There have been ninety-eight counterrevolutionary challenges in the twentieth and twenty-first centuries, twenty-two of which were successful in restoring the old regime to power. This basic inventory of counterrevolution worldwide is helpful because it allows us, for the first time, to document where, when, and how often counterrevolutions have historically taken place. For example, many classic works claim that counterrevolutions are “inevitable” or “automatic” responses to revolution. But, according to the data, only about half (53 percent) of all revolutionary governments in the twentieth and twenty-first centuries have come under threat from counterrevolution. Moreover, whereas some regimes have skated by without ever being challenged, others have suffered four, five, or even six successive counterrevolutions. Why have some revolutionary governments managed to avoid counterrevolution entirely, whereas others have had to weather multiple challenges?

The trends become even more puzzling when we look at counterrevolutionary success. The data reveal that counterrevolutions have successfully reversed 18 percent of all modern revolutions. On the one hand, this represents the most common way by which revolutionary governments break down – more common than foreign invasions, state collapse, rebellions, backsliding, or elite defections. It is no wonder that so many revolutionary leaders through history have been obsessed with identifying and thwarting counterrevolutionary plots. But, on the other hand, if only one in five revolutions succumb to counterrevolution, then perhaps this threat is overstated. In fact, the data show that counterrevolution is a quite inauspicious form of regime change. Counterrevolutions have a success rate of 22 percent, considerably lower than the rate for other modes of regime change, including revolutions, coups, and secessionist campaigns. These data suggest that counterrevolutionaries face tough odds in returning to power, which of course then raises the question: How do some of them manage to do so?

A third stylized fact is that the vast majority of successful counterrevolutions since 1900 have toppled democratic revolutions that involved largely unarmed resistance – in other words, revolutions like Egypt’s. There have been almost no successful counterrevolutions against revolutions that resemble history’s most paradigmatic cases, i.e., armed revolutions seeking radical social transformation. Indeed, it is telling that many of the most famous counterrevolutionary campaigns in history ended in failure – e.g., the Bay of Pigs invasion following the Cuban Revolution, the White movement following the Bolshevik Revolution, and the Contras rebellion in Nicaragua against the Sandinistas. The successful counterrevolutions identified in this research are generally less well known, in part because they rolled back nascent democratization projects before they were able to take root and leave their marks in the annals of history. That being said, it is still important to put this finding in context: Even though most successful counterrevolutions in history have overthrown democratic revolutions, it is still true that 70 percent of these regimes managed to survive intact. What makes democratic revolutions so much more susceptible to counterrevolution than armed revolutions embracing radical change?

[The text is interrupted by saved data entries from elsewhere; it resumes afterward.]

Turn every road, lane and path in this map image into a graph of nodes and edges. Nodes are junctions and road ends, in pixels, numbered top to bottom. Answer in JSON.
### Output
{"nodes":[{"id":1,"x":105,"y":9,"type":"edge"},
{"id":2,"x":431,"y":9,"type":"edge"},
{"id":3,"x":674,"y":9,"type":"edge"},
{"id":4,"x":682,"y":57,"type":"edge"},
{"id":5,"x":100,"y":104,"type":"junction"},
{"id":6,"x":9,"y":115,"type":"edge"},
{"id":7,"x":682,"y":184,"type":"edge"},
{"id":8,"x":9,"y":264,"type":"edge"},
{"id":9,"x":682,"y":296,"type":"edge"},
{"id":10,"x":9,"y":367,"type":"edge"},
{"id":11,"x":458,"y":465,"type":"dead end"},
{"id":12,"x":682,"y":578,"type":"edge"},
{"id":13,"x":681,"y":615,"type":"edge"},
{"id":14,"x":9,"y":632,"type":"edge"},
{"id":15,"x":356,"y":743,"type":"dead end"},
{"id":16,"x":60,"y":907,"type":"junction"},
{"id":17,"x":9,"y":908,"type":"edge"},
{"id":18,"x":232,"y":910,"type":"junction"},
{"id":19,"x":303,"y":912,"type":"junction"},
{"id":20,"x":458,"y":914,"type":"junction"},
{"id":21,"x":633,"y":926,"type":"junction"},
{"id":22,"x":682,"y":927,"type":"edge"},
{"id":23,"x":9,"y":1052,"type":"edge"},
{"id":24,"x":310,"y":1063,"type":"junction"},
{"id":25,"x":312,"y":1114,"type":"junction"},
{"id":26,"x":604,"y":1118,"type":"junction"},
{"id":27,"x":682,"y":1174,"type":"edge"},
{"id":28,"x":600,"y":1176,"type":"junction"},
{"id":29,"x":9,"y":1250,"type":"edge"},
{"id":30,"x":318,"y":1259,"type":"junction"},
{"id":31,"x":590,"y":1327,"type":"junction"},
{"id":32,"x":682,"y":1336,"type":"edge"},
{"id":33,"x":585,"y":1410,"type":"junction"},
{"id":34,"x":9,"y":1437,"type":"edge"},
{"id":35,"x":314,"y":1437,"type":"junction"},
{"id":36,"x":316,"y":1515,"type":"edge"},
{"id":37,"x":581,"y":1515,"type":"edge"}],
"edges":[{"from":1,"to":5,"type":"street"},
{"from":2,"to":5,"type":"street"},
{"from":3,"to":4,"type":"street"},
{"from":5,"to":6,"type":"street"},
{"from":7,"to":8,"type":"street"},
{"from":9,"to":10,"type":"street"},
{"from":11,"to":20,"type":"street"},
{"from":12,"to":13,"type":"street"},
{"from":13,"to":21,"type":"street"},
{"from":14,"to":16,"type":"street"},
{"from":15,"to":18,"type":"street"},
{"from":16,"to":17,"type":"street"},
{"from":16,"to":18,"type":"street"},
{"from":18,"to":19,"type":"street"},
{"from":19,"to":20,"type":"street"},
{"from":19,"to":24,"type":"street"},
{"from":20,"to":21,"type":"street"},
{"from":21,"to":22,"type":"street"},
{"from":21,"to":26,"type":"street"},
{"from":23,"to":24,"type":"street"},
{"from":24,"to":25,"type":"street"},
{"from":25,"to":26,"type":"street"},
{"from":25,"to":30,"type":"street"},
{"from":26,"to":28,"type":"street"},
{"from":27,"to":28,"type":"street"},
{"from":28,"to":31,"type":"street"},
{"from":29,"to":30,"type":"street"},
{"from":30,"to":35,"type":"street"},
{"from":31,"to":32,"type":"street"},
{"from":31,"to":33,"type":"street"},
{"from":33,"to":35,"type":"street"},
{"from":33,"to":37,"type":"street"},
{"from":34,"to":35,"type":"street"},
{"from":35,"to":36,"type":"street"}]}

And how, despite their apparent weakness, did more than two-thirds of these democratic revolutions manage to survive?

One last major descriptive finding emerges from these data: Counterrevolutions have been on the decline globally since 1900 – with the exception of the last decade, when rates of counterrevolution have ticked up. The decades with the three highest rates of counterrevolution were all in the pre-World War II era. During the Cold War, counterrevolutions continued to emerge at a high rate but their chances of succeeding dropped off precipitously. And the post-Cold War decades of the 1990s and 2000s saw some of the lowest rates of counterrevolution in the modern era. Worryingly, however, this trend has recently reversed, with the half decade from 2010 to 2015 seeing an uptick in counterrevolution. Why was there a secular decline in counterrevolution for much of the twentieth and twenty-first centuries? Why has this trend recently reversed, and how might this be connected to the broader resurgence of authoritarianism globally? These are some of the questions this book will seek to answer.

The Argument

The book develops a movement-centric argument to explain two linked counterrevolutionary outcomes: whether a counterrevolution is launched against a new government (counterrevolutionary emergence) and whether counterrevolutionaries manage to restore themselves in office (counterrevolutionary success). By a movement-centric argument, I mean an argument that places greatest causal weight on the manner in which revolutionary movements come to power and the way they govern once in office. These movement characteristics are the most important determinants of three crucial factors that pattern counterrevolutionary emergence and success: (1) the capacities and (2) the interests of the old regime members who survive the revolution (which determines whether a counterrevolution will emerge); and (3) the capacities of the nascent revolutionary government (which determines whether counterrevolution can succeed). The theory examines how these configurations of capacities and interests differ following two ideal types of revolutionary movements: radical-violent revolutions, which come to power through armed warfare and embrace transformative ideologies; and moderate-unarmed revolutions, where diverse groups seeking more limited political change come together in broad coalitions and engage in unarmed mass protest.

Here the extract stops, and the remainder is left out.